Doch was verbirgt sich überhaupt hinter der Faszination von digitalen Spielen? Im Vergleich zu Zeiten, als Online-Welten noch kein Thema waren und Kinder ihre Freizeit hauptsächlich in der freien Natur verbracht haben, beschreibt Hipeli, dass Eltern heute viel vorsichtiger geworden sind. Die Ursache dafür sei eine Verlagerung von Abenteuern in virtuelle Welten, die wiederum auch das Thema Gewalt inkludieren können. Eine Definition von Gewalt stelle sich als äußerst schwierig dar, da die Bandbreite des Begriffs von körperlicher, verbaler bis zu psychischer Gewalt reicht und die unterschiedlichsten Formen annehmen kann. In Bezug auf Computerspiele merkt die Kommunikationswissenschaftlerin an: „Das wird ja oft auch im Rahmen solcher Abenteuer und Quests etc. eingesetzt und da steht die Gewalt meistens gar nicht im Vordergrund. Auch da gibt es ein großes Spektrum.“ Zur Faszination von Gewalt in virtuellen Spielen nennt Hipeli einige mögliche Ursachen. Zuallererst sei es faszinierend, an diesen digitalen Abenteuern, die in der Realität nicht erlebt werden können, teilzuhaben. Außerdem sind Computerspiele generell (und auch solche, in denen Mediengewalt vorherrscht) gerade für Kinder, die vielleicht in der schulischen Umgebung oder im Freundeskreis weniger im Mittelpunkt stehen, eine Möglichkeit, ihr Können unter Beweis zu stellen. „Da geht es auch nicht um die Gewalt, sondern um die Geschicklichkeit, die man in diesem Spiel erlebt “, erläutert Hipeli. Besonders im Jugendalter sei das Thema Grenzüberschreitungen ein Aspekt, der zum „Entwicklungsprozess der Loslösung“ dazugehöre und auch die Faszination hinter gewalthaltigen Spielen erklären könne. Vor allem in Bezug auf Horrorspiele nennt Hipeli das Motiv der Angstlust, das zur Begeisterung der Jugendlichen beiträgt.
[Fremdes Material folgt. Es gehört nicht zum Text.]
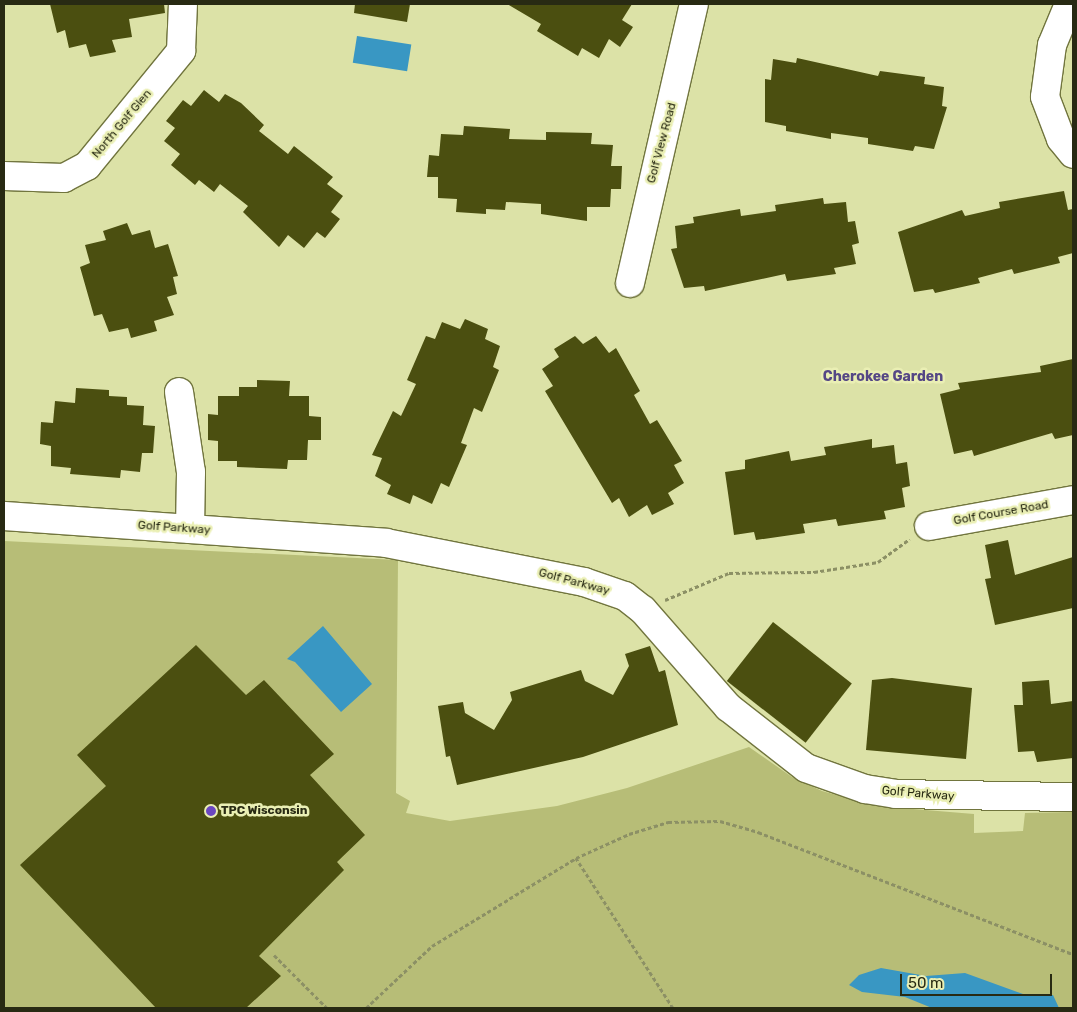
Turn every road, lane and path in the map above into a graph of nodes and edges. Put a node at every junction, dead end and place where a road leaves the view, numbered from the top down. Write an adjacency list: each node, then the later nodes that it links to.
1 (183, 4): 5 (street, North Golf Glen)
2 (694, 4): 6 (street, Golf View Road)
3 (1069, 4): 4 (street)
4 (1073, 154)
5 (4, 176)
6 (630, 283)
7 (179, 392): 11 (street)
8 (1073, 500): 10 (street, Golf Course Road)
9 (4, 516): 11 (street, Golf Parkway)
10 (929, 526): 12 (path)
11 (190, 529): 12 (street, Golf Parkway)
12 (643, 610): 13 (street, Golf Parkway)
13 (1073, 798)
14 (576, 858): 15 (path); 18 (path); 19 (path)
15 (1073, 954)
16 (274, 955): 17 (path)
17 (327, 1008)
18 (366, 1008)
19 (673, 1008)

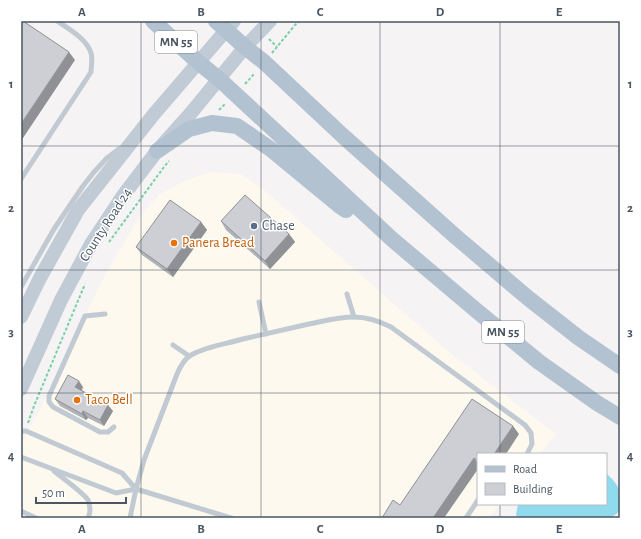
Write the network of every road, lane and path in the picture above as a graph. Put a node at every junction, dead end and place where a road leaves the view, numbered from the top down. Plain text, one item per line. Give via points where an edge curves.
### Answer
1 (57, 21) edge
2 (153, 21) edge
3 (270, 21) edge
4 (300, 21) edge
5 (226, 24) edge
6 (245, 47) junction
7 (198, 62) junction
8 (264, 62) junction
9 (219, 79) junction
10 (235, 95) junction
11 (215, 123) junction
12 (136, 136) junction
13 (163, 156) junction
14 (21, 179) edge
15 (393, 240) junction
16 (106, 247) dead end
17 (88, 278) dead end
18 (21, 287) edge
19 (347, 294) dead end
20 (259, 302) dead end
21 (105, 314) dead end
22 (21, 317) edge
23 (354, 317) junction
24 (266, 334) junction
25 (174, 345) dead end
26 (189, 356) junction
27 (620, 366) edge
28 (21, 389) edge
29 (620, 417) edge
30 (114, 427) dead end
31 (22, 431) edge
32 (527, 453) edge
33 (21, 457) edge
34 (50, 468) junction
35 (136, 489) junction
36 (477, 502) edge
37 (21, 511) edge
38 (36, 518) edge
39 (88, 518) edge
40 (130, 518) edge
41 (231, 518) edge
42 (466, 518) edge

1 - 14 lane via 87,44 92,54 91,72
2 - 7 main road, MN 55
3 - 6 street, County Road 24
4 - 8 path
5 - 6 main road, MN 55
5 - 7 street, County Road 24
6 - 8 main road, MN 55
6 - 9 street, County Road 24
7 - 9 main road, MN 55
7 - 12 street, County Road 24
8 - 10 path
8 - 27 main road, MN 55 via 455,236 528,298
9 - 10 main road, MN 55
9 - 13 street, County Road 24 via 191,114
10 - 11 path via 214,114
10 - 15 main road, MN 55
11 - 13 main road via 189,129
11 - 15 main road via 237,126 272,150 340,206
12 - 18 lane via 107,158 83,186 54,229
12 - 22 street, County Road 24 via 78,210
13 - 16 path via 164,167
13 - 28 street, County Road 24 via 122,197 91,244 61,300
15 - 29 main road, MN 55 via 539,362
17 - 31 path via 30,419
19 - 23 lane
20 - 24 lane
21 - 30 lane via 86,316 49,396 49,402 53,407 100,432 108,432
23 - 24 lane via 340,317
23 - 32 lane via 380,321 391,327 525,425 531,433 532,444
24 - 26 lane via 208,348
25 - 26 lane
26 - 35 lane via 176,374
31 - 35 lane via 122,473
33 - 34 lane
34 - 35 lane via 116,493
34 - 39 lane via 87,498 90,507
35 - 40 lane
35 - 41 lane
36 - 42 lane
37 - 38 lane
Frage nach (mehr) Verantwortung
Beim Thema Jugendschutz erfordere es laut Hipeli und Denk der Verantwortung verschiedener Bereiche. Für Hipeli liege die Aufgabe der Eltern vor allem in der Kontrolle der Inhalte und der Förderung der Medienkompetenz ihrer Kinder. Dazu zählt es, sich mit den Interessen der Kinder auseinanderzusetzen und zu versuchen, ihre Spielewelten zu verstehen. Die Bezugspersonen müssen sich selbst informieren und mit dem Thema auseinandersetzen, um den Kindern einen kompetenten Umgang mit Computerspielen zu vermitteln und über die Gefahren aufklären zu können. „Ein wesentlicher Faktor ist sicher diese Förderung der Kritikfähigkeit, und die läuft über das Gespräch“, erklärt die Medienpädagogin. Die Verantwortung liege andererseits aber auch bei den Geschäften, die diese Spiele anbieten und sich an die Altersfreigaben und Weisungen halten sollten. Denk betont die Rolle der Spielehersteller/innen, die entsprechende Funktionen wie die Möglichkeit ungeeignete Chatinhalte zu melden zur Verfügung stellen müssen. Die Verantwortung liege auch im Bereich des Bildungssystems und der Schulen. Anstelle das Thema der Gewaltspiele zu „verteufeln“, sollte den Kindern und Jugendlichen ein Gesprächsraum geboten werden. „Ich glaube, man kann verlangen, dass es in jeder Schule Ansprechpersonen gibt, genauso wie es in jeder Schule SchulpsychologInnen gibt“, betont Denk und fordert, dass der Themenbereich Gewalt, Computerspiele und Cybercrime mehr in die Ausbildung des Lehrpersonals miteinfließen muss. Dazu eigne sich auch das Anbieten von (Online-)Workshops, um das Thema nicht nur für Lehrkräfte, sondern auch Eltern verständlicher zu machen.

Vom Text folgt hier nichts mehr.